[Problem]:
Retrieve every line of the data holding the word "place".

Top of Material supplied

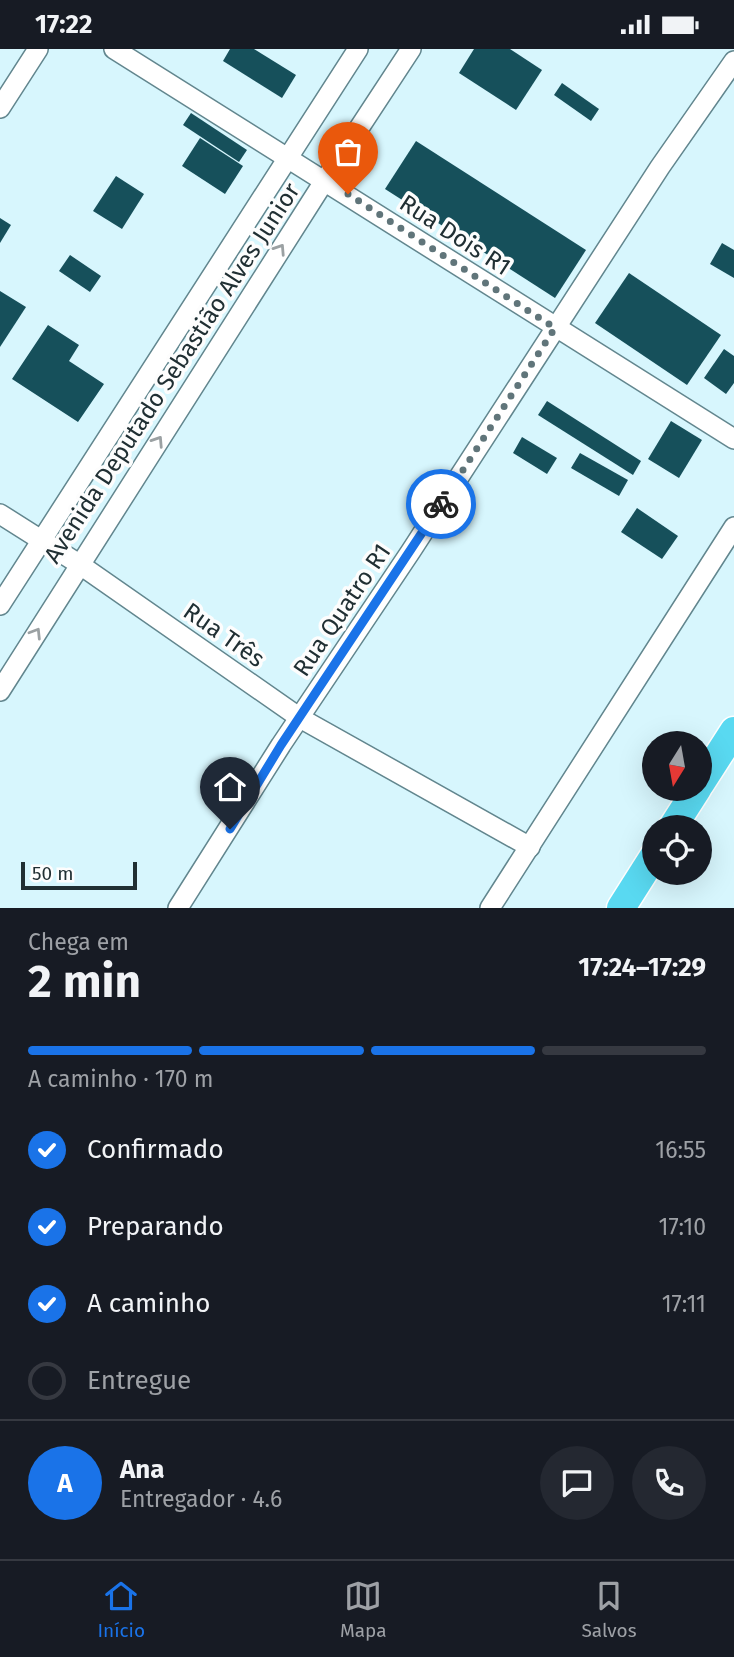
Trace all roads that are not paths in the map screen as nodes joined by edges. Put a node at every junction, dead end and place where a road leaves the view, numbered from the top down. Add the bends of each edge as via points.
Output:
1 (38, 49) edge
2 (114, 49) edge
3 (358, 49) edge
4 (411, 49) edge
5 (734, 61) edge
6 (0, 108) edge
7 (289, 157) junction
8 (325, 180) junction
9 (555, 328) junction
10 (734, 439) edge
11 (0, 514) edge
12 (734, 527) edge
13 (40, 541) junction
14 (79, 564) junction
15 (0, 605) edge
16 (0, 691) edge
17 (300, 718) junction
18 (734, 731) edge
19 (712, 765) edge
20 (530, 847) junction
21 (642, 875) edge
22 (178, 908) edge
23 (490, 908) edge
24 (621, 908) edge

1 - 6 street
2 - 7 street, Rua Dois R1
3 - 7 street, Avenida Deputado Sebastião Alves Junior
4 - 8 street, Avenida Deputado Sebastião Alves Junior
5 - 9 street, Rua Quatro R1
7 - 8 street, Rua Dois R1
7 - 13 street, Avenida Deputado Sebastião Alves Junior
8 - 9 street, Rua Dois R1
14 -> 8 street, Avenida Deputado Sebastião Alves Junior
9 - 10 street, Rua Dois R1
9 - 17 street, Rua Quatro R1
11 - 13 street, Rua Três
12 - 20 street
13 - 14 street, Rua Três
13 - 15 street, Avenida Deputado Sebastião Alves Junior
16 -> 14 street, Avenida Deputado Sebastião Alves Junior
14 - 17 street, Rua Três
17 - 20 street, Rua Três
17 - 22 street, Rua Quatro R1
18 - 19 highway
20 - 23 street
21 - 24 highway

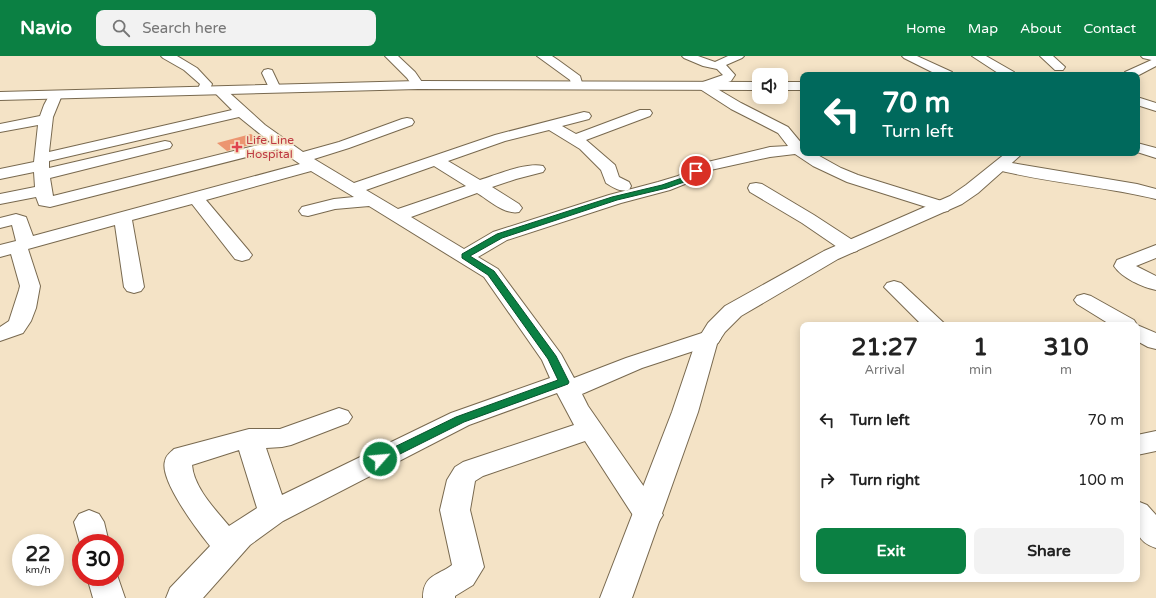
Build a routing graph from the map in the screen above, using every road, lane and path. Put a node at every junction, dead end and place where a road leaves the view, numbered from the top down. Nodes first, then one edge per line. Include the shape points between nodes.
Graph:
1 (167, 56) edge
2 (391, 56) edge
3 (542, 56) edge
4 (688, 56) edge
5 (738, 56) edge
6 (908, 56) edge
7 (978, 56) edge
8 (1046, 56) edge
9 (1153, 62) edge
10 (719, 66) junction
11 (1059, 67) dead end
12 (942, 72) edge
13 (1005, 72) edge
14 (1135, 72) edge
15 (268, 73) dead end
16 (418, 85) junction
17 (577, 86) junction
18 (704, 86) junction
19 (752, 86) edge
20 (788, 86) edge
21 (800, 86) edge
22 (275, 89) junction
23 (210, 90) junction
24 (56, 95) junction
25 (0, 96) edge
26 (1140, 102) edge
27 (1156, 107) edge
28 (242, 112) junction
29 (645, 113) dead end
30 (584, 116) dead end
31 (407, 122) dead end
32 (551, 125) junction
33 (45, 126) junction
34 (0, 128) edge
35 (0, 139) edge
36 (574, 139) junction
37 (281, 144) junction
38 (165, 145) dead end
39 (1140, 148) edge
40 (800, 149) edge
41 (800, 151) edge
42 (1156, 153) edge
43 (810, 156) edge
44 (1008, 159) edge
45 (436, 160) junction
46 (307, 161) junction
47 (537, 169) dead end
48 (42, 172) junction
49 (0, 174) edge
50 (623, 186) dead end
51 (480, 187) junction
52 (756, 188) dead end
53 (352, 189) junction
54 (1156, 194) edge
55 (196, 198) junction
56 (0, 199) edge
57 (372, 201) junction
58 (942, 207) junction
59 (513, 208) dead end
60 (308, 211) dead end
61 (396, 216) junction
62 (123, 218) junction
63 (0, 223) edge
64 (15, 247) edge
65 (850, 247) junction
66 (1156, 251) edge
67 (242, 256) dead end
68 (465, 256) junction
69 (1156, 284) edge
70 (134, 287) dead end
71 (894, 287) dead end
72 (1084, 300) dead end
73 (932, 322) edge
74 (1121, 322) edge
75 (0, 334) edge
76 (1140, 334) edge
77 (710, 338) junction
78 (1156, 342) edge
79 (557, 387) junction
80 (339, 417) dead end
81 (575, 434) junction
82 (249, 438) junction
83 (1156, 441) edge
84 (1140, 444) edge
85 (273, 513) junction
86 (1140, 517) edge
87 (646, 520) junction
88 (1156, 536) edge
89 (228, 546) junction
90 (106, 586) edge
91 (109, 598) edge
92 (182, 598) edge
93 (439, 598) edge
94 (616, 598) edge

1 - 23 main road via 185,64
2 - 16 main road
3 - 17 main road via 576,79
4 - 10 main road
5 - 10 main road
6 - 12 main road
7 - 13 main road
8 - 11 main road
9 - 14 main road
10 - 18 main road via 730,75
15 - 22 main road
16 - 17 main road
16 - 22 main road
17 - 18 main road
18 - 19 main road
18 - 40 main road via 783,130
20 - 21 main road
22 - 23 main road
23 - 24 main road
23 - 28 main road
24 - 25 main road
24 - 33 main road via 49,105
26 - 27 main road
28 - 37 main road
28 - 48 main road
29 - 36 main road
30 - 32 main road
31 - 46 main road
32 - 36 main road
32 - 45 main road via 510,135
33 - 34 main road
33 - 35 main road
33 - 48 main road
36 - 50 main road via 609,168 612,180
37 - 46 main road
37 - 48 main road via 57,202 45,201
38 - 48 main road
39 - 42 main road
41 - 68 main road via 770,152 701,168 684,179 664,186 500,236
43 - 58 main road via 846,176
44 - 54 main road via 1021,171 1092,180
44 - 58 main road via 972,189
45 - 51 main road
45 - 53 main road
46 - 53 main road
46 - 55 main road
47 - 51 main road via 511,175
48 - 49 main road
48 - 56 main road
51 - 59 main road
51 - 61 main road
52 - 65 main road
53 - 57 main road
55 - 62 main road
55 - 67 main road
57 - 60 main road via 334,204
57 - 61 main road
58 - 65 main road
61 - 68 main road
62 - 64 main road
62 - 70 main road
63 - 64 main road via 16,219 20,221
64 - 75 main road via 30,292 16,327
65 - 77 main road via 788,278 733,311
66 - 69 main road via 1124,264 1126,269
68 - 79 main road via 491,273 553,359
71 - 73 main road
72 - 74 main road
76 - 78 main road
77 - 79 main road
77 - 87 main road
79 - 81 main road via 577,409
79 - 85 main road via 460,419
80 - 82 main road via 282,438
81 - 87 main road
81 - 93 main road via 465,474 461,480 455,510 468,567 460,578 443,585 439,590
82 - 85 main road
82 - 89 main road via 184,456 178,461 177,467 198,510
83 - 84 main road
85 - 89 main road via 249,528
86 - 88 main road
87 - 94 main road
89 - 92 main road
90 - 91 main road

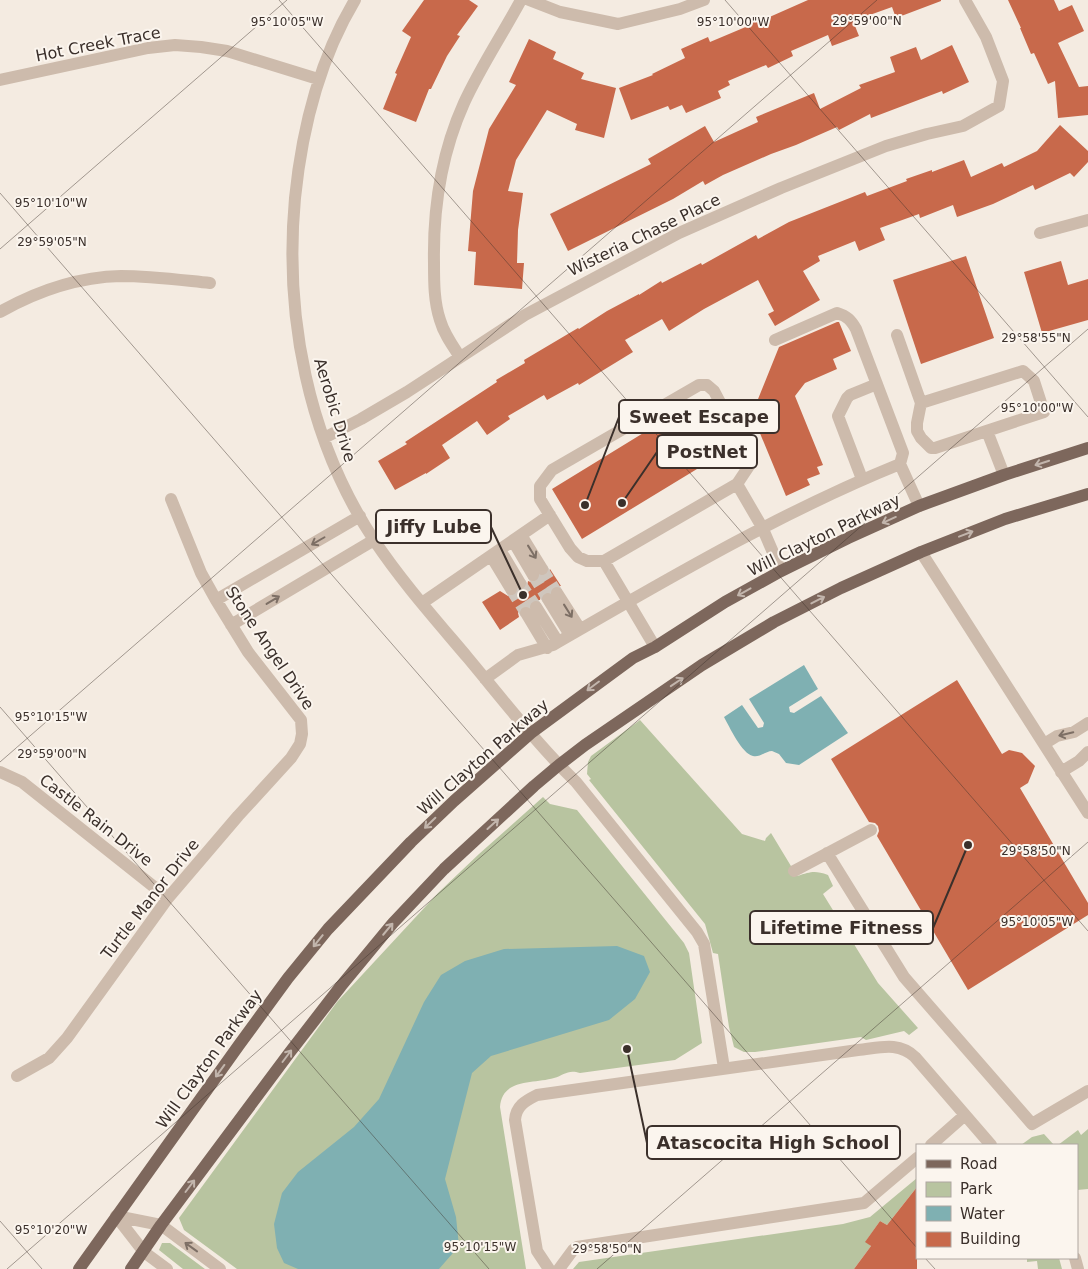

Bottom of Material supplied

[Answer space]:
Trace all roads that are not paths in the map screen as nodes joined by edges. Put a node at every junction, dead end and place where a road leaves the view, numbered from the top down. Add the bends of each edge as via points.
Build a routing graph from the map in the screen above, using every road, lane and path. Put a node at every junction, dead end and place where a road leaves the view, numbered from the top down. Nodes first, then one edge per line. Include the shape points between nodes.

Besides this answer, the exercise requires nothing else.